What are Special Needs Trusts?

Estate planning can be a tricky process and it only gets more complicated when your beneficiary has a disability. Luckily, there are special needs trusts to help make this process less complex. These trusts are made to allow a person with a disability to receive property that's held in the trust without losing government benefits.

Special needs trusts are essential for estate planning with children who have disabilities. Luckily, the Alder Law Group can help you with all of your estate planning needs. Whether you wish to draft a living trust, a special needs trust, or any other estate planning services we offer, we have the experience necessary to help plan your estate.

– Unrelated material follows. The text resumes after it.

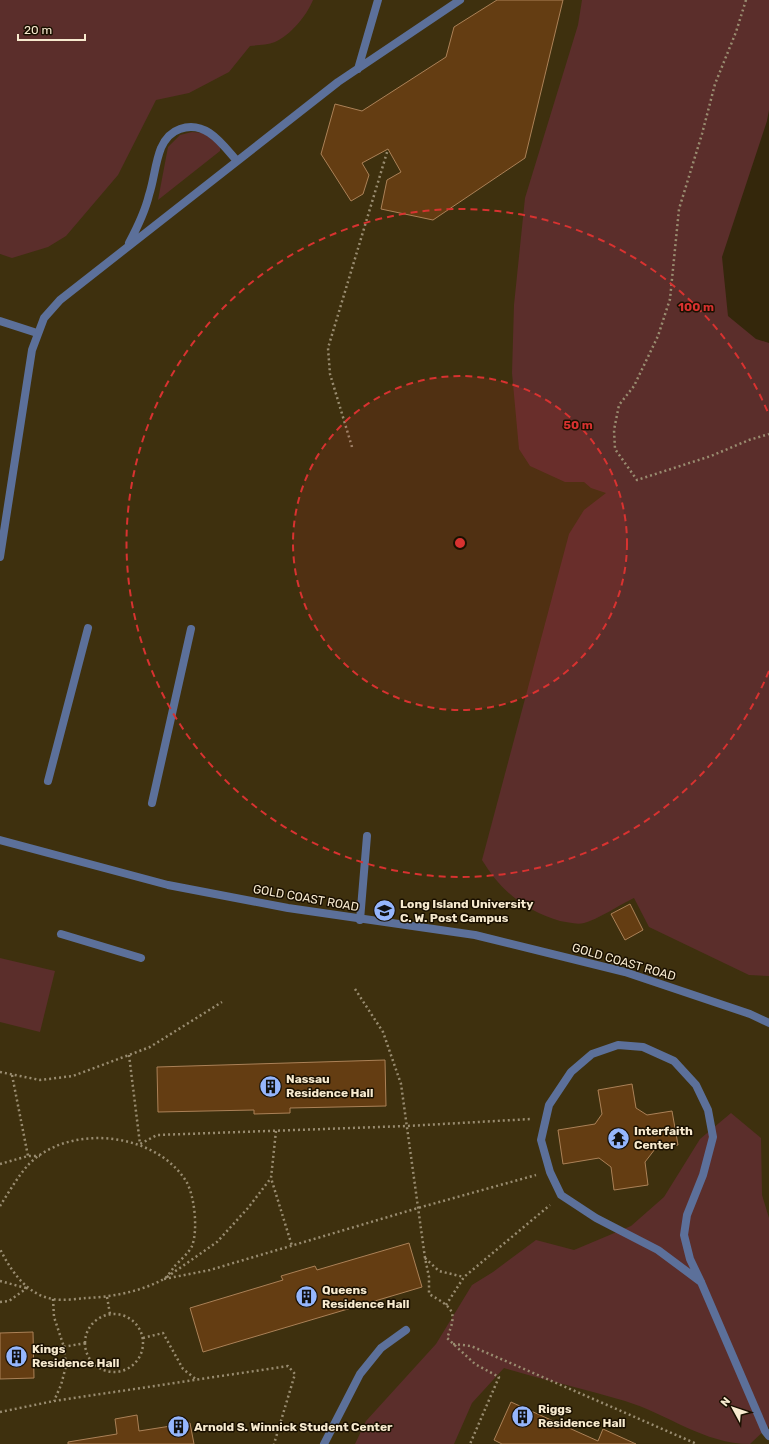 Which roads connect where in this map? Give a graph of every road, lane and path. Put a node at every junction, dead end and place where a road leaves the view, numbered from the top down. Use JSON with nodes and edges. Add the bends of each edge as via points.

How Special Needs Trusts Work

When you choose to draft a special needs trust with the Alder Law Group, we will help you every step of the way to ensure your special needs trust is accurate and complete. Special needs trusts can help you leave your child with financial security after you are gone without having to worry about their government benefits being revoked.

Without a special needs trust, a portion of your estate could pass directly to your disabled child, disqualifying him or her from governmental benefits until such time that the inheritance is spent down to a point the child has less than $2,000 again. A special needs trust permits your trustee to use the inheritance to improve your child’s quality of life by paying for things that the governmental programs do not provide.

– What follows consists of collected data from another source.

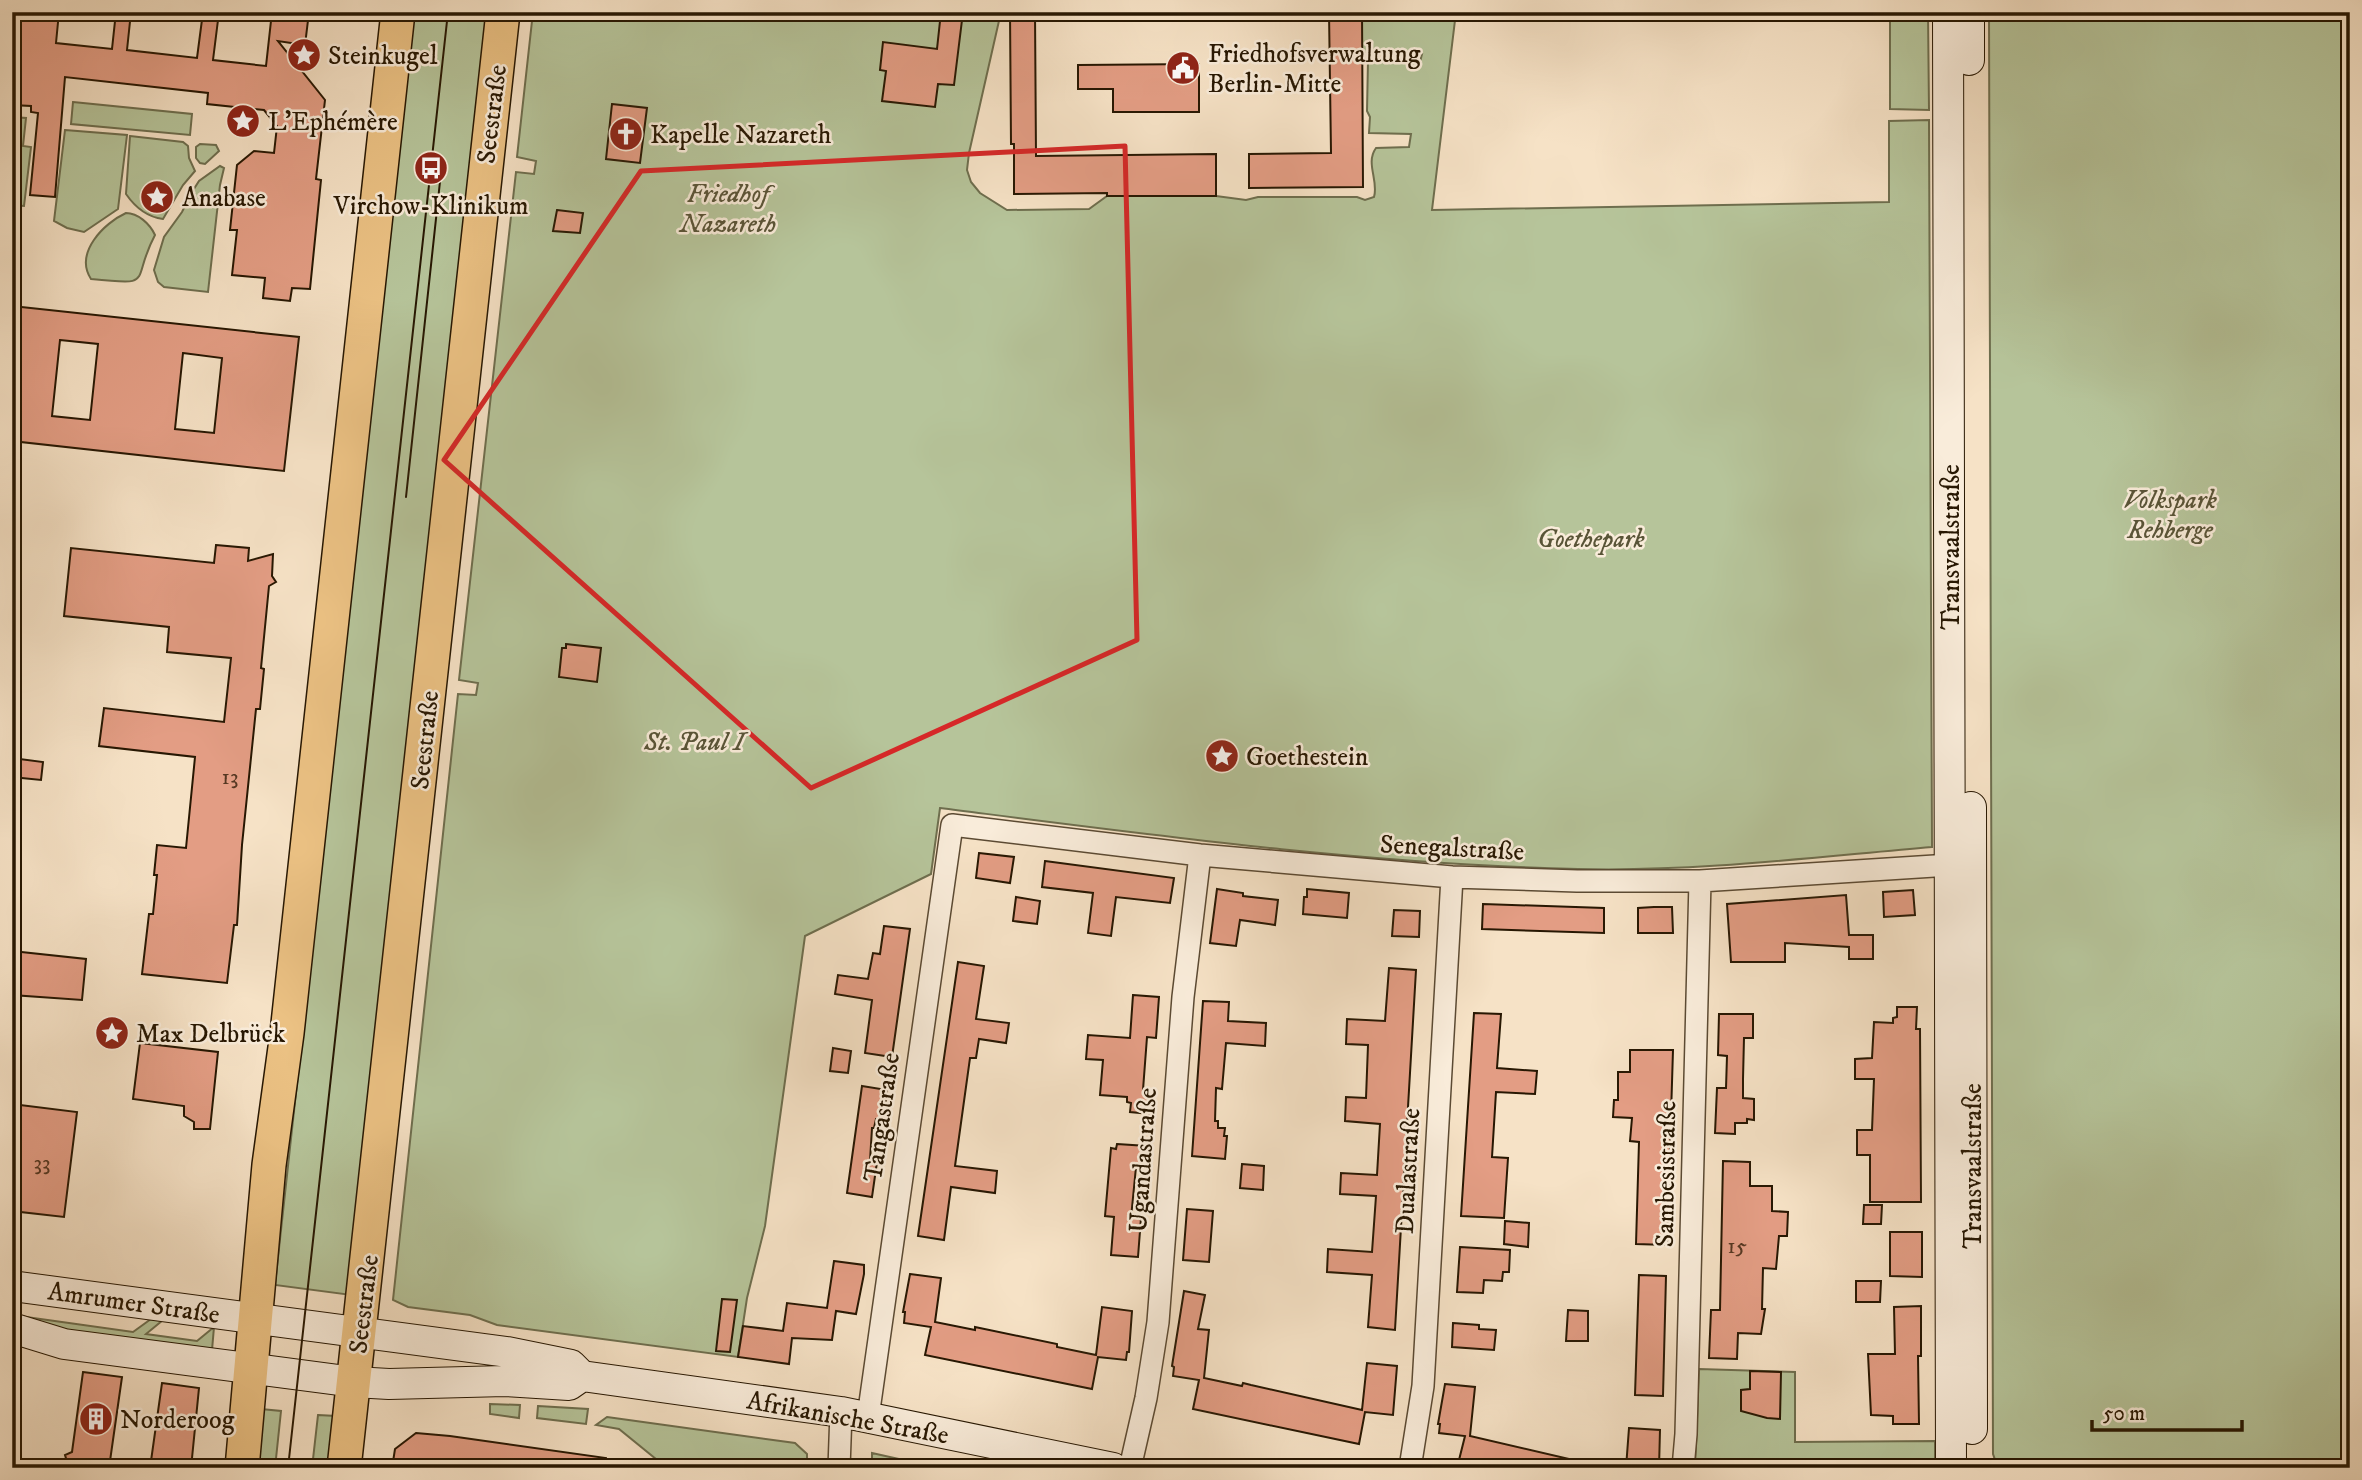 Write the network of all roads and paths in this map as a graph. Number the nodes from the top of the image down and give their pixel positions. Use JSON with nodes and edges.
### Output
{"nodes":[{"id":1,"x":398,"y":12,"type":"edge"},
{"id":2,"x":503,"y":12,"type":"edge"},
{"id":3,"x":1948,"y":12,"type":"edge"},
{"id":4,"x":1969,"y":12,"type":"edge"},
{"id":5,"x":1959,"y":230,"type":"junction"},
{"id":6,"x":952,"y":825,"type":"joint"},
{"id":7,"x":1200,"y":855,"type":"junction"},
{"id":8,"x":1961,"y":864,"type":"junction"},
{"id":9,"x":1452,"y":877,"type":"junction"},
{"id":10,"x":1700,"y":881,"type":"junction"},
{"id":11,"x":1962,"y":1284,"type":"junction"},
{"id":12,"x":12,"y":1286,"type":"edge"},
{"id":13,"x":255,"y":1318,"type":"junction"},
{"id":14,"x":12,"y":1328,"type":"edge"},
{"id":15,"x":360,"y":1333,"type":"junction"},
{"id":16,"x":472,"y":1348,"type":"junction"},
{"id":17,"x":251,"y":1369,"type":"junction"},
{"id":18,"x":582,"y":1376,"type":"junction"},
{"id":19,"x":469,"y":1381,"type":"junction"},
{"id":20,"x":354,"y":1382,"type":"junction"},
{"id":21,"x":855,"y":1415,"type":"junction"},
{"id":22,"x":242,"y":1468,"type":"edge"},
{"id":23,"x":344,"y":1468,"type":"edge"},
{"id":24,"x":839,"y":1468,"type":"edge"},
{"id":25,"x":1113,"y":1468,"type":"edge"},
{"id":26,"x":1130,"y":1468,"type":"edge"},
{"id":27,"x":1410,"y":1468,"type":"edge"},
{"id":28,"x":1683,"y":1468,"type":"edge"},
{"id":29,"x":1951,"y":1468,"type":"edge"},
{"id":30,"x":1972,"y":1468,"type":"edge"}],
"edges":[{"from":1,"to":13,"type":"main road"},
{"from":2,"to":15,"type":"main road","name":"Seestraße"},
{"from":3,"to":5,"type":"street","name":"Transvaalstraße"},
{"from":4,"to":5,"type":"street","name":"Transvaalstraße"},
{"from":5,"to":8,"type":"street","name":"Transvaalstraße"},
{"from":6,"to":7,"type":"street","name":"Senegalstraße"},
{"from":6,"to":21,"type":"street","name":"Tangastraße"},
{"from":7,"to":9,"type":"street","name":"Senegalstraße"},
{"from":7,"to":26,"type":"street","name":"Ugandastraße"},
{"from":8,"to":10,"type":"street","name":"Senegalstraße"},
{"from":8,"to":11,"type":"street","name":"Transvaalstraße"},
{"from":9,"to":10,"type":"street","name":"Senegalstraße"},
{"from":9,"to":27,"type":"street","name":"Dualastraße"},
{"from":10,"to":28,"type":"street","name":"Sambesistraße"},
{"from":11,"to":29,"type":"street","name":"Transvaalstraße"},
{"from":11,"to":30,"type":"street","name":"Transvaalstraße"},
{"from":12,"to":13,"type":"street","name":"Amrumer Straße"},
{"from":13,"to":15,"type":"street","name":"Amrumer Straße"},
{"from":13,"to":17,"type":"main road"},
{"from":14,"to":17,"type":"street","name":"Amrumer Straße"},
{"from":15,"to":16,"type":"street","name":"Afrikanische Straße"},
{"from":15,"to":20,"type":"main road","name":"Seestraße"},
{"from":16,"to":18,"type":"street","name":"Afrikanische Straße"},
{"from":16,"to":19,"type":"street"},
{"from":17,"to":20,"type":"street","name":"Amrumer Straße"},
{"from":17,"to":22,"type":"main road"},
{"from":18,"to":19,"type":"street","name":"Afrikanische Straße"},
{"from":18,"to":21,"type":"street","name":"Afrikanische Straße"},
{"from":19,"to":20,"type":"street","name":"Afrikanische Straße"},
{"from":20,"to":23,"type":"main road","name":"Seestraße"},
{"from":21,"to":24,"type":"street","name":"Tangastraße"},
{"from":21,"to":25,"type":"street","name":"Afrikanische Straße"}]}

When drafting a special needs trust, there are a number of factors to consider. One of the most important of which is how many funds and property you should put in the trust. Additionally, you should choose someone as your successor trustee who will be capable of navigating Medicaid procedures and requirements. The trustee can use the assets for the benefit of your child, but not for things that Medicaid and Social Security will cover.

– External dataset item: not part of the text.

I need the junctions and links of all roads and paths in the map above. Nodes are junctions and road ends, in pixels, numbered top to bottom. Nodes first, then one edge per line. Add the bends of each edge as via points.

A special needs trust that is set up by a third party and not the beneficiary are not subject to government chargebacks. This will allow you to leave the remaining assets in the special needs trust to other beneficiaries when your beneficiary with a disability has passed away.

If you have a child with a disability and are in need of a special needs trust for your estate planning needs, the Alder Law group can help you draw up a fair and accurate special needs trust. Contact us here or call us at 801.463.2600.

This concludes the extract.